[[ Task inputs, beginning ]]

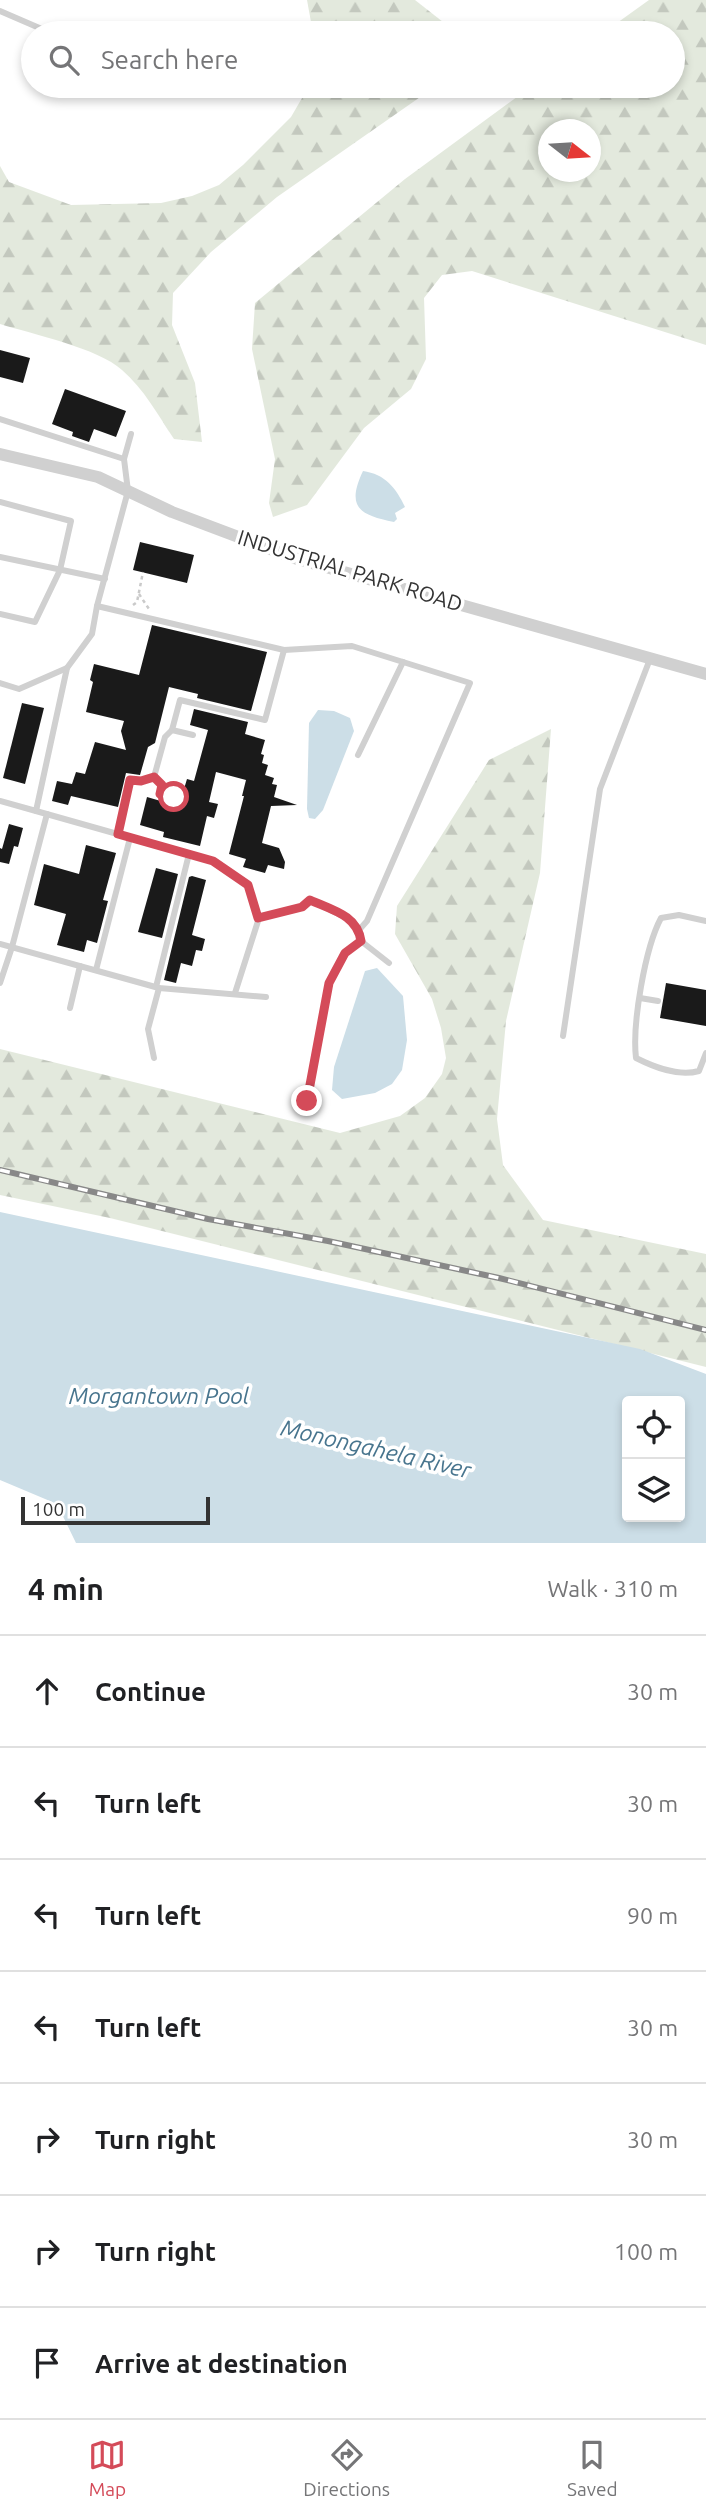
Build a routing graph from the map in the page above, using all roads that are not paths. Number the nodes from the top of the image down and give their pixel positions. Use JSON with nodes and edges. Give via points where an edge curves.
{"nodes":[{"id":1,"x":0,"y":11,"type":"edge"},
{"id":2,"x":23,"y":21,"type":"edge"},
{"id":3,"x":0,"y":419,"type":"edge"},
{"id":4,"x":131,"y":434,"type":"dead end"},
{"id":5,"x":0,"y":454,"type":"edge"},
{"id":6,"x":124,"y":459,"type":"junction"},
{"id":7,"x":128,"y":491,"type":"junction"},
{"id":8,"x":0,"y":502,"type":"edge"},
{"id":9,"x":0,"y":557,"type":"edge"},
{"id":10,"x":60,"y":570,"type":"junction"},
{"id":11,"x":105,"y":579,"type":"junction"},
{"id":12,"x":97,"y":606,"type":"junction"},
{"id":13,"x":0,"y":614,"type":"edge"},
{"id":14,"x":284,"y":650,"type":"junction"},
{"id":15,"x":650,"y":659,"type":"junction"},
{"id":16,"x":402,"y":662,"type":"junction"},
{"id":17,"x":67,"y":668,"type":"junction"},
{"id":18,"x":706,"y":674,"type":"edge"},
{"id":19,"x":0,"y":683,"type":"edge"},
{"id":20,"x":172,"y":730,"type":"junction"},
{"id":21,"x":194,"y":736,"type":"dead end"},
{"id":22,"x":358,"y":755,"type":"dead end"},
{"id":23,"x":154,"y":777,"type":"junction"},
{"id":24,"x":174,"y":797,"type":"dead end"},
{"id":25,"x":0,"y":802,"type":"edge"},
{"id":26,"x":36,"y":811,"type":"junction"},
{"id":27,"x":47,"y":814,"type":"junction"},
{"id":28,"x":118,"y":834,"type":"junction"},
{"id":29,"x":130,"y":838,"type":"junction"},
{"id":30,"x":189,"y":854,"type":"junction"},
{"id":31,"x":258,"y":918,"type":"junction"},
{"id":32,"x":706,"y":921,"type":"edge"},
{"id":33,"x":359,"y":929,"type":"junction"},
{"id":34,"x":361,"y":941,"type":"junction"},
{"id":35,"x":0,"y":944,"type":"edge"},
{"id":36,"x":12,"y":947,"type":"junction"},
{"id":37,"x":389,"y":963,"type":"dead end"},
{"id":38,"x":80,"y":966,"type":"junction"},
{"id":39,"x":96,"y":970,"type":"junction"},
{"id":40,"x":0,"y":982,"type":"edge"},
{"id":41,"x":158,"y":988,"type":"junction"},
{"id":42,"x":235,"y":993,"type":"junction"},
{"id":43,"x":266,"y":997,"type":"dead end"},
{"id":44,"x":640,"y":998,"type":"junction"},
{"id":45,"x":659,"y":1001,"type":"dead end"},
{"id":46,"x":70,"y":1008,"type":"dead end"},
{"id":47,"x":563,"y":1036,"type":"dead end"},
{"id":48,"x":706,"y":1053,"type":"edge"},
{"id":49,"x":154,"y":1059,"type":"dead end"},
{"id":50,"x":307,"y":1101,"type":"dead end"}],
"edges":[{"from":1,"to":2,"type":"lane"},
{"from":3,"to":6,"type":"lane"},
{"from":4,"to":6,"type":"lane"},
{"from":5,"to":7,"type":"street","name":"INDUSTRIAL PARK ROAD","via":[[98,477]]},
{"from":6,"to":7,"type":"lane"},
{"from":7,"to":11,"type":"lane"},
{"from":7,"to":15,"type":"street","name":"INDUSTRIAL PARK ROAD","via":[[224,534],[294,558]]},
{"from":8,"to":10,"type":"lane","via":[[71,521]]},
{"from":9,"to":10,"type":"lane"},
{"from":10,"to":11,"type":"lane"},
{"from":10,"to":13,"type":"lane","via":[[35,622]]},
{"from":11,"to":12,"type":"lane"},
{"from":12,"to":14,"type":"lane"},
{"from":12,"to":17,"type":"lane","via":[[92,634]]},
{"from":14,"to":16,"type":"lane","via":[[352,646]]},
{"from":14,"to":20,"type":"lane","via":[[265,720],[180,700]]},
{"from":15,"to":18,"type":"street","name":"INDUSTRIAL PARK ROAD"},
{"from":15,"to":47,"type":"lane","via":[[600,789]]},
{"from":16,"to":22,"type":"lane"},
{"from":16,"to":33,"type":"lane","via":[[470,683],[368,921]]},
{"from":17,"to":19,"type":"lane","via":[[19,689]]},
{"from":17,"to":26,"type":"lane"},
{"from":20,"to":21,"type":"lane"},
{"from":20,"to":23,"type":"lane","via":[[165,737]]},
{"from":23,"to":24,"type":"lane","via":[[162,785],[160,794]]},
{"from":23,"to":28,"type":"lane","via":[[130,780]]},
{"from":25,"to":26,"type":"lane"},
{"from":26,"to":27,"type":"lane"},
{"from":27,"to":28,"type":"lane"},
{"from":27,"to":36,"type":"lane"},
{"from":28,"to":29,"type":"lane"},
{"from":29,"to":30,"type":"lane"},
{"from":29,"to":39,"type":"lane"},
{"from":30,"to":31,"type":"lane","via":[[213,861],[248,885]]},
{"from":30,"to":41,"type":"lane"},
{"from":31,"to":33,"type":"lane","via":[[302,907],[310,900],[354,921]]},
{"from":31,"to":42,"type":"lane"},
{"from":32,"to":44,"type":"lane","via":[[679,915],[660,918],[651,936]]},
{"from":33,"to":34,"type":"lane"},
{"from":34,"to":37,"type":"lane"},
{"from":34,"to":50,"type":"lane","via":[[345,953],[329,983]]},
{"from":35,"to":36,"type":"lane"},
{"from":36,"to":38,"type":"lane"},
{"from":36,"to":40,"type":"lane"},
{"from":38,"to":39,"type":"lane"},
{"from":38,"to":46,"type":"lane"},
{"from":39,"to":41,"type":"lane"},
{"from":41,"to":42,"type":"lane"},
{"from":41,"to":49,"type":"lane","via":[[148,1029]]},
{"from":42,"to":43,"type":"lane"},
{"from":44,"to":45,"type":"lane"},
{"from":44,"to":48,"type":"lane","via":[[633,1037],[636,1058],[689,1074],[699,1072]]}]}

[[ Task inputs, end ]]

_Activity_: Within the material, find all lines that hold the word "INDUSTRIAL" and show them.

_Exercise response_:
{"from":5,"to":7,"type":"street","name":"INDUSTRIAL PARK ROAD","via":[[98,477]]},
{"from":7,"to":15,"type":"street","name":"INDUSTRIAL PARK ROAD","via":[[224,534],[294,558]]},
{"from":15,"to":18,"type":"street","name":"INDUSTRIAL PARK ROAD"},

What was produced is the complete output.